Task brief: Those lines of the following listing which contain the string "Żeromskiego" should be returned.

=== Section Start ===

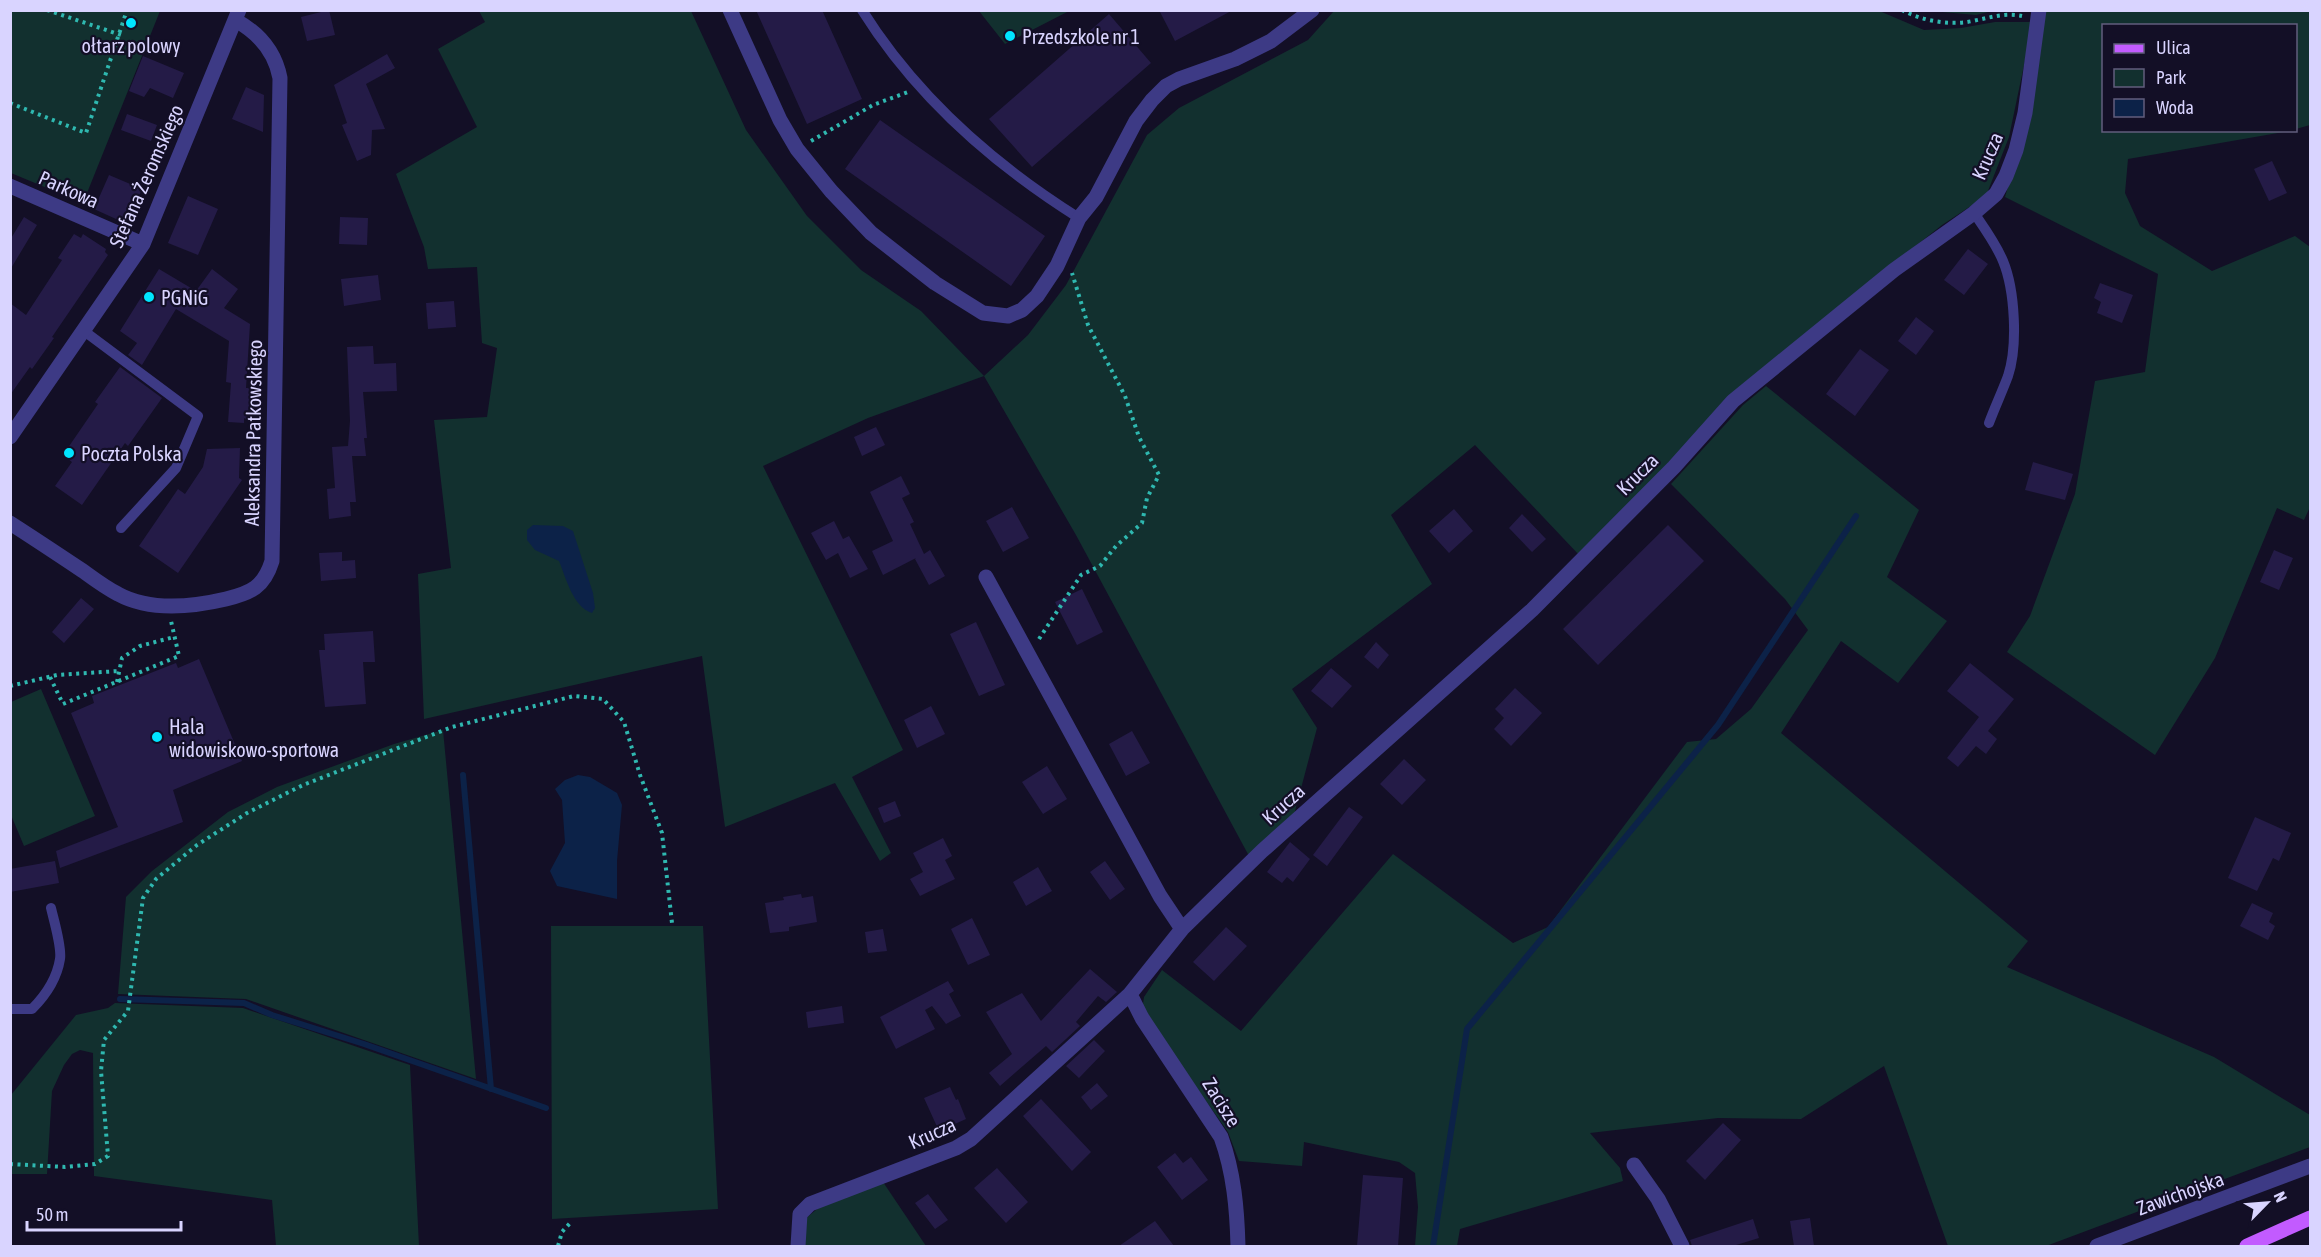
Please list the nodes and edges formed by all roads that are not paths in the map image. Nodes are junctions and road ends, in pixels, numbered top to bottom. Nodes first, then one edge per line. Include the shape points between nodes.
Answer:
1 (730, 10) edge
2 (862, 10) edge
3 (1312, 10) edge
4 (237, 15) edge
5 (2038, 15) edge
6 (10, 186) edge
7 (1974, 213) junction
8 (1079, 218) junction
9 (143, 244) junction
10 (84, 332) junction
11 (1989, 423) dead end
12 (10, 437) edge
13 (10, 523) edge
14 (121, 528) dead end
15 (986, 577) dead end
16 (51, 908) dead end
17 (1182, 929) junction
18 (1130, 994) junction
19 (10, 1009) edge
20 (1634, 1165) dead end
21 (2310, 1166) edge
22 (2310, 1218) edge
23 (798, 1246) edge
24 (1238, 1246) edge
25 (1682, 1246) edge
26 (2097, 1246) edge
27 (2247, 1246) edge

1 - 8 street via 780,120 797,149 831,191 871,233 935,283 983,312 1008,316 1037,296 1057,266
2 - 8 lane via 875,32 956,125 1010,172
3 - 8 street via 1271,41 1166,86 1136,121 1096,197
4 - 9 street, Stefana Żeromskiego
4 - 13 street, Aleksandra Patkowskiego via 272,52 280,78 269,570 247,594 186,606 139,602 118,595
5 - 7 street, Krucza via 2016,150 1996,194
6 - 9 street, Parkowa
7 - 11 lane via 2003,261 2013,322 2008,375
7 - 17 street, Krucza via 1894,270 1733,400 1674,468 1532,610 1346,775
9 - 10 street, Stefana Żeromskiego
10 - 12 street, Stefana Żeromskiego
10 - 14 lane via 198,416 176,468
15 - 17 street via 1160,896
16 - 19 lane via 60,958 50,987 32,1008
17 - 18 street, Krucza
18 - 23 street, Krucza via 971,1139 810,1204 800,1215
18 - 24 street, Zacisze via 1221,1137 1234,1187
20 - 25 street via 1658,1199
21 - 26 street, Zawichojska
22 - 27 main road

=== Section End ===

Your response:
4 - 9 street, Stefana Żeromskiego
9 - 10 street, Stefana Żeromskiego
10 - 12 street, Stefana Żeromskiego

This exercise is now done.